Attention Deficit Disorder symptoms come in many forms and no two people display the exact same behaviors which makes the disorder sometimes tricky to diagnose. Genrally speaking, someone with ADD will be extremely inattentive or uncontrollably active.
It’s very often the case that people with ADD symptoms can’t sit still, plan ahead, finish what they start, or be completely aware of what’s going on around them.
The American Psychiatric Association lists the following Symptoms of Attention Deficit Disorder and specifies that a certain number of them must be present for a child to be officially diagnosed with Attention Deficit Disorder or ADHD (Attention Deficit Hyperactive Disorder):
– Often fidgety, squirmy or unable to remain seated
– Seemingly impossible to wait their turn in games or activities
– Frequently blurting out answers before questions are completed
– Difficulty in following instructions
– Difficulty holding attention in tasks or play activities.
– Continuosly jumps from one unfinished activity to the next
– Has a hard time playing quietly
– Excessive talking, interrupting or intruding on others’ activities
– Doesn’t listen
– Usually forgets things
– More than usual engaging in possibly in dangerous activities without considering possible consequences.
– Easily distracted by irrelevant sights or sounds which others don’t notice
After the first screening above, if a person is diagnosed with ADD or ADHD, their behavior is further categorized into three specific groups to better describe the behavior: Inattentive Type (classic Attention Deficit Disorder), Hyperactive/Impulsive Type (classic Attention Deficit Hyperactive Disorder) and Combined Type (a combination of inattentive and hyperactive).
Since Attention Deficit Disorder cannot be seen in an x-ray or lab test, it can only be identified by examining the the certain behaviors mentioned above which can vary greatly from person to person.
Medical professionals widely agree that people do not outgrow Attention Deficit Disorder which makes it rather shocking to find out that pediatricians are the ones prescribing more than 50 percent of all amphetamine (Adderall) and methylphenidate (Ritalin). And about 40 percent of all prescriptions for ADHD medications are written for children between three to nine years of age.

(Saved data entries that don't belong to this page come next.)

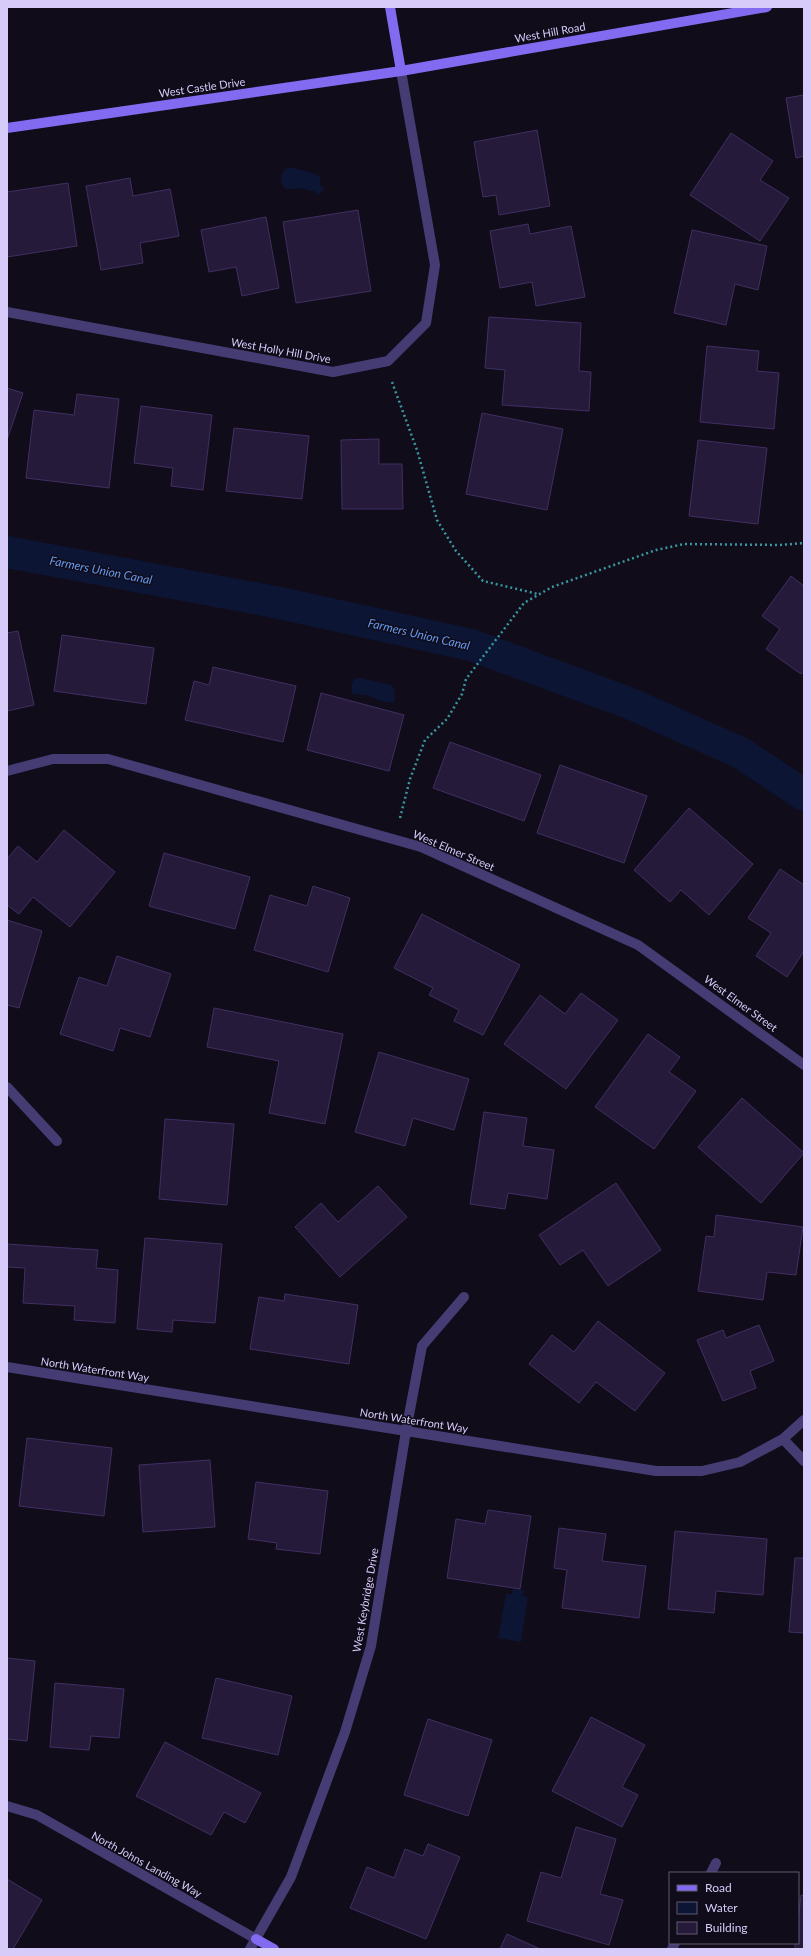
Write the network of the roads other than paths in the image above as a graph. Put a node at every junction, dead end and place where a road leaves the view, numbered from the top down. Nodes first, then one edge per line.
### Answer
1 (390, 7) edge
2 (767, 7) edge
3 (401, 70) junction
4 (7, 128) edge
5 (7, 312) edge
6 (7, 771) edge
7 (804, 1065) edge
8 (7, 1087) edge
9 (57, 1141) dead end
10 (464, 1297) dead end
11 (7, 1367) edge
12 (804, 1420) edge
13 (406, 1431) junction
14 (784, 1439) junction
15 (804, 1461) edge
16 (7, 1806) edge
17 (716, 1863) dead end
18 (712, 1872) edge
19 (256, 1939) junction
20 (250, 1949) edge
21 (274, 1949) edge

1 - 3 street
2 - 3 street, West Hill Road
3 - 4 street, West Castle Drive
3 - 5 street, West Holly Hill Drive
6 - 7 street, West Elmer Street
8 - 9 street
10 - 13 street, West Keybridge Drive
11 - 13 street, North Waterfront Way
12 - 14 street, North Waterfront Way
13 - 14 street, North Waterfront Way
13 - 19 street, West Keybridge Drive
14 - 15 street
16 - 19 street, North Johns Landing Way
17 - 18 street
19 - 20 street, West Keybridge Drive
19 - 21 street, North Johns Landing Way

Most experts claim that the true prevalence of Attention Deficit Disorder in the United States is about three to five percent (around two million children). But about six million children are taking prescriptions for these symptoms.

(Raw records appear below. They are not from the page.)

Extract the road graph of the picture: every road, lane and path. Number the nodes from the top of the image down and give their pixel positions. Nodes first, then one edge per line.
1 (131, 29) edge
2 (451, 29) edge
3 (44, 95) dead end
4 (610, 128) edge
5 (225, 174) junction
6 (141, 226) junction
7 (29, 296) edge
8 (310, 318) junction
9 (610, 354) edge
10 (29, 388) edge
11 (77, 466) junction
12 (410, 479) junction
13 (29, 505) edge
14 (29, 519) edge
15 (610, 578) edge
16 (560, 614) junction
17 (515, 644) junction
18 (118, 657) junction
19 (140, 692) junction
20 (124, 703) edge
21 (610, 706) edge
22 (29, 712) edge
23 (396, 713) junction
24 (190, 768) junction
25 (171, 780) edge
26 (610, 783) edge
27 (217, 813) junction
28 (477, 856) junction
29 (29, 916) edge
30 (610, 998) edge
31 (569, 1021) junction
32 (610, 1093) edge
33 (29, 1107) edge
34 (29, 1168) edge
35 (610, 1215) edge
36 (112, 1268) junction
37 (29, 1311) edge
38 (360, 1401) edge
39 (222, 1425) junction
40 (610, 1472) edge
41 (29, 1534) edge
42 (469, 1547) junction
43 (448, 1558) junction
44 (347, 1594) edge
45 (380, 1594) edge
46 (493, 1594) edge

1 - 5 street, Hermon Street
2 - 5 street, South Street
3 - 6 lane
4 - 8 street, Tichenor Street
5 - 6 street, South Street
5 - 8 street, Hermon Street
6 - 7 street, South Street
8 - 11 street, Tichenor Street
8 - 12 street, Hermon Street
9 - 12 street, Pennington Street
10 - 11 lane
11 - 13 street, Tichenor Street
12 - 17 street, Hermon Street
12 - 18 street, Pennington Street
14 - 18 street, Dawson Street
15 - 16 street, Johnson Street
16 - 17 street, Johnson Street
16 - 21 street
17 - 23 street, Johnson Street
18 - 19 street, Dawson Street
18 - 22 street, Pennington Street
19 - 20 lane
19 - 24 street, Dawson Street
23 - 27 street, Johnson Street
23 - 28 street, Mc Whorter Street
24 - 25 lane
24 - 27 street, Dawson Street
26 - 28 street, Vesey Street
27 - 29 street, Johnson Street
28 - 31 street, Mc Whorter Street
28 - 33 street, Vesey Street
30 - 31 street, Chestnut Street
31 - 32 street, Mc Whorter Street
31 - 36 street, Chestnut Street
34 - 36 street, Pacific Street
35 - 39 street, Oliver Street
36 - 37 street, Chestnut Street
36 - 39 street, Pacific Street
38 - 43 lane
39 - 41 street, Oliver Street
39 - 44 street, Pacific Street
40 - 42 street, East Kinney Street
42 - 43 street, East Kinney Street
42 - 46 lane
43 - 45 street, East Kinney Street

Boys are three times more likely to receive a diagnosis of ADHD and receive prescription stimulant ADHD medication. That boys are generally more rowdy and active than their traditionally calmer female counterparts should be no surprise to anyone who’s often around young children. But it is surprising how often boys are labeled with having ADHD and how many of them are put on subscription medication in comparison to girls. But there is ongoing research and advancement within this rather controversial topic and the other various aspects of Attention Deficit Disorder Symptoms every day.